A small but intriguing study found that intravenous immunoglobulin (IVIG) can provide relief for people suffering from complex regional pain syndrome, or CRPS, which causes chronic and often intractable pain, usually in an arm or leg, long after recovery from an illness or injury.
While pain management experts not involved with the paper said the trial had several limitations — including the small number of patients and the high cost of the therapy — they said it was valuable in offering evidence that modulating the immune system could help in pain management.
In the Feb. 2 paper in the Annals of Internal Medicine, researchers at the Pain Research Institute at the University of Liverpool in England reported that they administered a half-gram of IVIG per kilogram of body weight to 13 people who had been suffering from CRPS between six and 30 months.
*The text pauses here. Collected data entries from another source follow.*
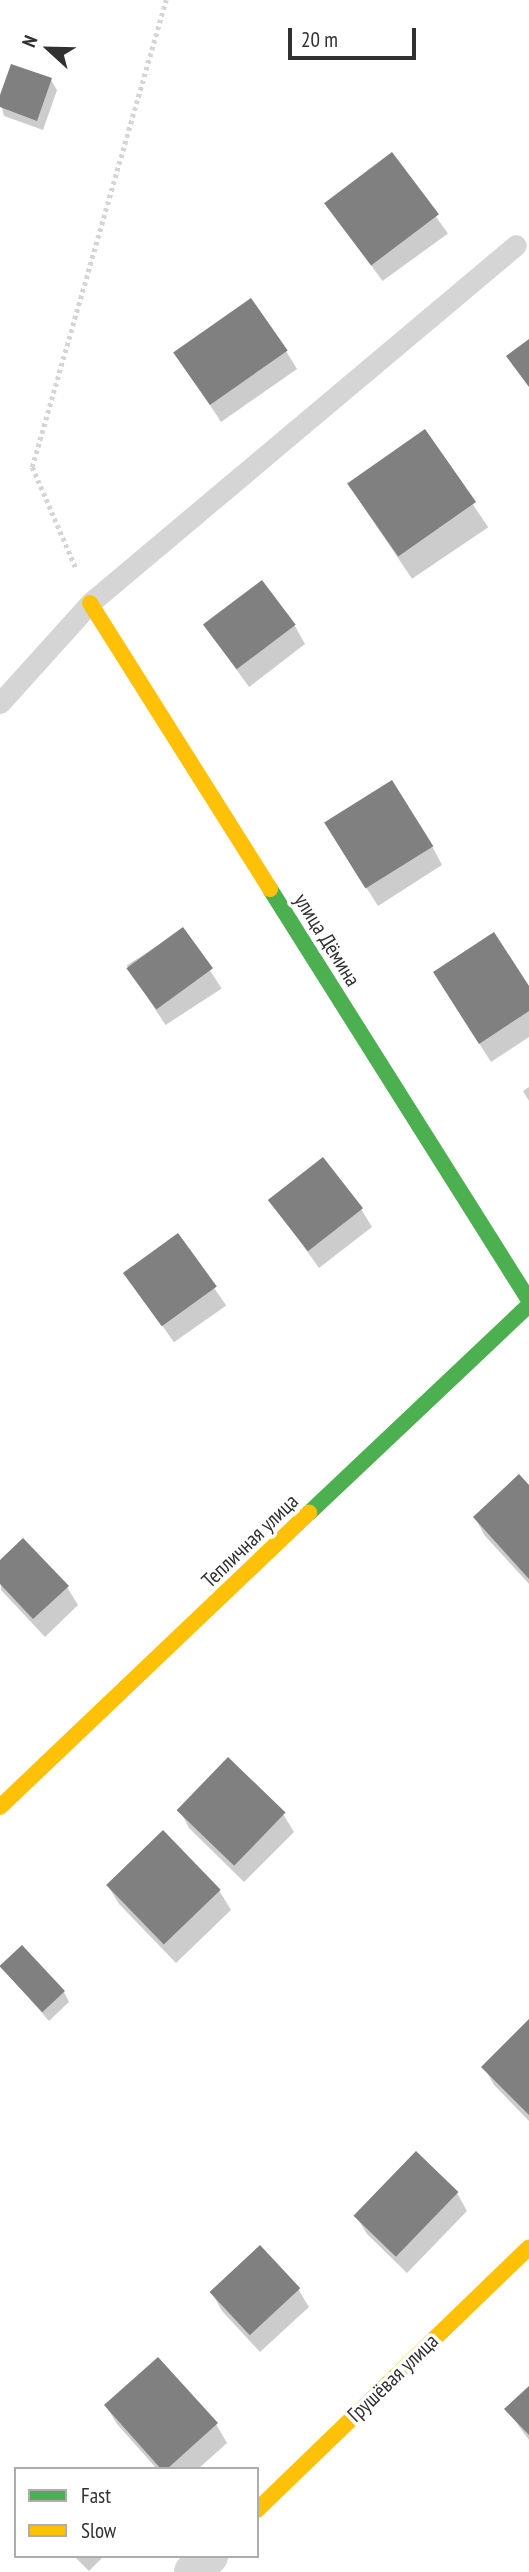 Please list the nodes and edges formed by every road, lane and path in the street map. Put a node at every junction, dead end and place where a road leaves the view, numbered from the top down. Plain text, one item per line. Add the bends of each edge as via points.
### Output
1 (166, 0) edge
2 (516, 245) dead end
3 (90, 603) junction
4 (0, 703) edge
5 (529, 1302) edge
6 (0, 1807) edge
7 (529, 2247) edge
8 (259, 2508) edge
9 (207, 2558) edge
10 (193, 2572) edge

1 - 3 path via 32,467
2 - 3 lane
3 - 4 lane
3 - 5 street, улица Дёмина
5 - 6 street, Тепличная улица
7 - 8 street, Грушёвая улица
9 - 10 street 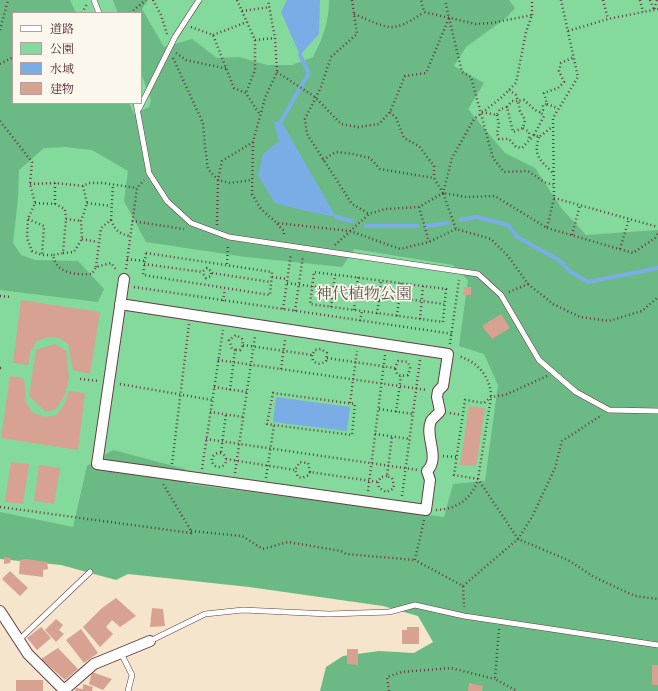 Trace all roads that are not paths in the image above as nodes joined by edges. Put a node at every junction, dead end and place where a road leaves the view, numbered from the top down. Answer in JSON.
{"nodes":[{"id":1,"x":94,"y":0,"type":"edge"},
{"id":2,"x":199,"y":0,"type":"edge"},
{"id":3,"x":99,"y":12,"type":"edge"},
{"id":4,"x":142,"y":103,"type":"edge"},
{"id":5,"x":136,"y":104,"type":"edge"},
{"id":6,"x":141,"y":104,"type":"edge"},
{"id":7,"x":139,"y":109,"type":"junction"},
{"id":8,"x":124,"y":283,"type":"road end"},
{"id":9,"x":120,"y":304,"type":"junction"},
{"id":10,"x":658,"y":412,"type":"edge"},
{"id":11,"x":90,"y":572,"type":"dead end"},
{"id":12,"x":0,"y":611,"type":"edge"},
{"id":13,"x":18,"y":640,"type":"junction"},
{"id":14,"x":150,"y":641,"type":"joint"},
{"id":15,"x":658,"y":645,"type":"edge"},
{"id":16,"x":121,"y":652,"type":"junction"},
{"id":17,"x":63,"y":690,"type":"edge"},
{"id":18,"x":128,"y":691,"type":"edge"}],
"edges":[{"from":1,"to":3,"type":"lane"},
{"from":2,"to":4,"type":"lane"},
{"from":5,"to":7,"type":"lane"},
{"from":6,"to":7,"type":"lane"},
{"from":7,"to":10,"type":"lane"},
{"from":8,"to":9,"type":"street"},
{"from":9,"to":9,"type":"street"},
{"from":11,"to":13,"type":"lane"},
{"from":12,"to":13,"type":"street"},
{"from":13,"to":17,"type":"street"},
{"from":14,"to":15,"type":"lane"},
{"from":14,"to":16,"type":"street"},
{"from":16,"to":17,"type":"street"},
{"from":16,"to":18,"type":"lane"}]}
All had failed to achieve significant relief from conventional treatments including acetaminophen, nonsteroidal anti-inflammatory drugs, opioids, antidepressants, gabapentin or pregabalin, and physical therapy.
Figure. DR. ROBERT S...
Image ToolsThe Liverpool researchers got the idea for the IVIG treatment several years ago when they gave the drug to a patient with primary hypo-gammaglobulinemia, a blood disorder that leaves people unusually susceptible to infections such as pneumonia and influenza. The patient suffered from widespread pain of unknown cause (not CRPS) that was relieved temporarily after IVIG was administered. Repeating the treatment alleviated the pain. The researchers then administered IVIG to other pain patients, who experienced some relief.
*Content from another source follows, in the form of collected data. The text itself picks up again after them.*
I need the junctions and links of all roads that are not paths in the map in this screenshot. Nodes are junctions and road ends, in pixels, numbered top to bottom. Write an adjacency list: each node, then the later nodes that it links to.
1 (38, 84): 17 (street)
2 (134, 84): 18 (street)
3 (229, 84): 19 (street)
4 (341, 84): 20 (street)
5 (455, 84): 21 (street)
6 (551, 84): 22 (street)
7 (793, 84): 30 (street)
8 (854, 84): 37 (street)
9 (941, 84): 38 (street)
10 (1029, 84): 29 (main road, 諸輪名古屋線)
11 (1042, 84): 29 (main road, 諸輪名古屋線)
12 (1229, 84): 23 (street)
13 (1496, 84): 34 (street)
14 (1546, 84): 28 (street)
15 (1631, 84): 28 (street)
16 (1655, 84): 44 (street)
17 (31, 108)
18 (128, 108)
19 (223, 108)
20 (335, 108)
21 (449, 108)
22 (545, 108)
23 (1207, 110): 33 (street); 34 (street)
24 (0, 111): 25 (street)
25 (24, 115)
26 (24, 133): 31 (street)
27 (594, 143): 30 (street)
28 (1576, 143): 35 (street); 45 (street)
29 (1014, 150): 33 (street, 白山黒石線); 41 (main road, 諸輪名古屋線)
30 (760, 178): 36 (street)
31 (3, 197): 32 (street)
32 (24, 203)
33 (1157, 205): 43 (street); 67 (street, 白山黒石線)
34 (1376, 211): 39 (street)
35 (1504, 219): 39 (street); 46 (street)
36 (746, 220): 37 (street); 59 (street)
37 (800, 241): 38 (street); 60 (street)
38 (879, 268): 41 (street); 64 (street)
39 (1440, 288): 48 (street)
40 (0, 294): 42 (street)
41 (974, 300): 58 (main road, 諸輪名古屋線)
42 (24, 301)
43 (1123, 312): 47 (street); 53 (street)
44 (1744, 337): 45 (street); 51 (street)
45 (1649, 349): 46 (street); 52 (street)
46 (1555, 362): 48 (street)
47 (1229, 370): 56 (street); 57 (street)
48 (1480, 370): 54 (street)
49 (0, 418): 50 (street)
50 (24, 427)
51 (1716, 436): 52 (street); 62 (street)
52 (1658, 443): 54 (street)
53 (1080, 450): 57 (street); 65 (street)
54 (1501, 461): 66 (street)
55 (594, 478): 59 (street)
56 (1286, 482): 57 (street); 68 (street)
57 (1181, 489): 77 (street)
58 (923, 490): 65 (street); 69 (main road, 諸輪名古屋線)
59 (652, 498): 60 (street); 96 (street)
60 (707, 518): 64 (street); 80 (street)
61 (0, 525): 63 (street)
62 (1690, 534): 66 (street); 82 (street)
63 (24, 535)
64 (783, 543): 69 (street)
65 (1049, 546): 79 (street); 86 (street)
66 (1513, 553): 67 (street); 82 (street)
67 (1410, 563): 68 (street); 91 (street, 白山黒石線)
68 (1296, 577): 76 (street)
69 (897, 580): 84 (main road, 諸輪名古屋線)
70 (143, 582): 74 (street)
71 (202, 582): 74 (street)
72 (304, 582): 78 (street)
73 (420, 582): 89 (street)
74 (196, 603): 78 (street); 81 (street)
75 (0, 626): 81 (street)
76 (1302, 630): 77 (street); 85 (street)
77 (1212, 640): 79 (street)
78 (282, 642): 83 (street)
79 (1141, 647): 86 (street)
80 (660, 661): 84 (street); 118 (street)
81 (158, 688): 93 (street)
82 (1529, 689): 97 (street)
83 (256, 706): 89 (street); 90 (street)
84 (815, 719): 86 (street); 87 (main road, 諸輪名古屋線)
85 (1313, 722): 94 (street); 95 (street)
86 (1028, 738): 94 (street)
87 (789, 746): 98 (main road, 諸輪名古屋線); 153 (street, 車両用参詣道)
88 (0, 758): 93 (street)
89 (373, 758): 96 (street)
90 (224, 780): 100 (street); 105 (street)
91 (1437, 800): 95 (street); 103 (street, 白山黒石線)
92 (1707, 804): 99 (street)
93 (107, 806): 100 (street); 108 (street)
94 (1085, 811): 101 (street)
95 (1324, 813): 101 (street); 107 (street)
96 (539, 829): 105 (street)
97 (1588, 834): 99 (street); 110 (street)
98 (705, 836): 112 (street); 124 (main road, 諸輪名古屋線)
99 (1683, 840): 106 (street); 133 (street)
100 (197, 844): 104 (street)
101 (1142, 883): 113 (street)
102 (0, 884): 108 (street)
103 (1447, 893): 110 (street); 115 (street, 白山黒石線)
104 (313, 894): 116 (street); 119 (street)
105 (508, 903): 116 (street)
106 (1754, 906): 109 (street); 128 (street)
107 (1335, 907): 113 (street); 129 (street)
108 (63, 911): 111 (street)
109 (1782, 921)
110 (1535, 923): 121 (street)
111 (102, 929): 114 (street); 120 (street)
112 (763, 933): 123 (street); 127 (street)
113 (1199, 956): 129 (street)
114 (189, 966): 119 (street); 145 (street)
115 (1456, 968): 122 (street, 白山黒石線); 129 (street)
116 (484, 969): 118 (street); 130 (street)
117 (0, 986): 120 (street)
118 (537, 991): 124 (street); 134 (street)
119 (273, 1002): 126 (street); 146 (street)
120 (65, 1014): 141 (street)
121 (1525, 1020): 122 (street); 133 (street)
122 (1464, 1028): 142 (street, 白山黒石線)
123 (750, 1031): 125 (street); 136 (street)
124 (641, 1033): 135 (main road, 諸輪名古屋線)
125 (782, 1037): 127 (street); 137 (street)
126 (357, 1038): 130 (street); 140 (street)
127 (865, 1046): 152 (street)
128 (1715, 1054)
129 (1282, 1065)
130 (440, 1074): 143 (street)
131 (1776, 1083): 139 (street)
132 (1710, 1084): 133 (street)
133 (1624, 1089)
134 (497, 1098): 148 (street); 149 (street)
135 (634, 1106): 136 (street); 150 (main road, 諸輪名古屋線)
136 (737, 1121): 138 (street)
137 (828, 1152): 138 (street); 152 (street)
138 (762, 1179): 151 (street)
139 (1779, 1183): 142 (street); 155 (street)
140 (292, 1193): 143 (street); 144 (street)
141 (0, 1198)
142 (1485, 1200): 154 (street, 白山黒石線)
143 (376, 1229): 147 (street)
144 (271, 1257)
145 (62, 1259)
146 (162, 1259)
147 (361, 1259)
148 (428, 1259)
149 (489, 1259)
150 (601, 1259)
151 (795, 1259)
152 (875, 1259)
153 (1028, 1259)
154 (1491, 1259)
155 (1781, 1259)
Only subjects who reported pain intensity of at least five on an 11-point scale for seven consecutive days were included in the study. One subject dropped out after becoming pregnant. Of the remaining 12, half the subjects received IVIG and half received a saline placebo. Then, after ending treatment and waiting several weeks for responses to diminish, the treatment was reversed, with the IVIG subjects receiving saline, and the saline subjects receiving IVIG.
Beginning six days after infusion, when discomfort from the injection and transient side-effects had subsided, subjects were asked to rate their pain every day for two weeks. Five of the 12 subjects reported median pain scores at least 2 points lower with IVIG than with the saline placebo, and three of the five reported pain scores at least 50 percent lower. (One patient reported a 2-point drop in pain after receiving saline.) The average drop in pain after receiving IVIG was 1.55 points.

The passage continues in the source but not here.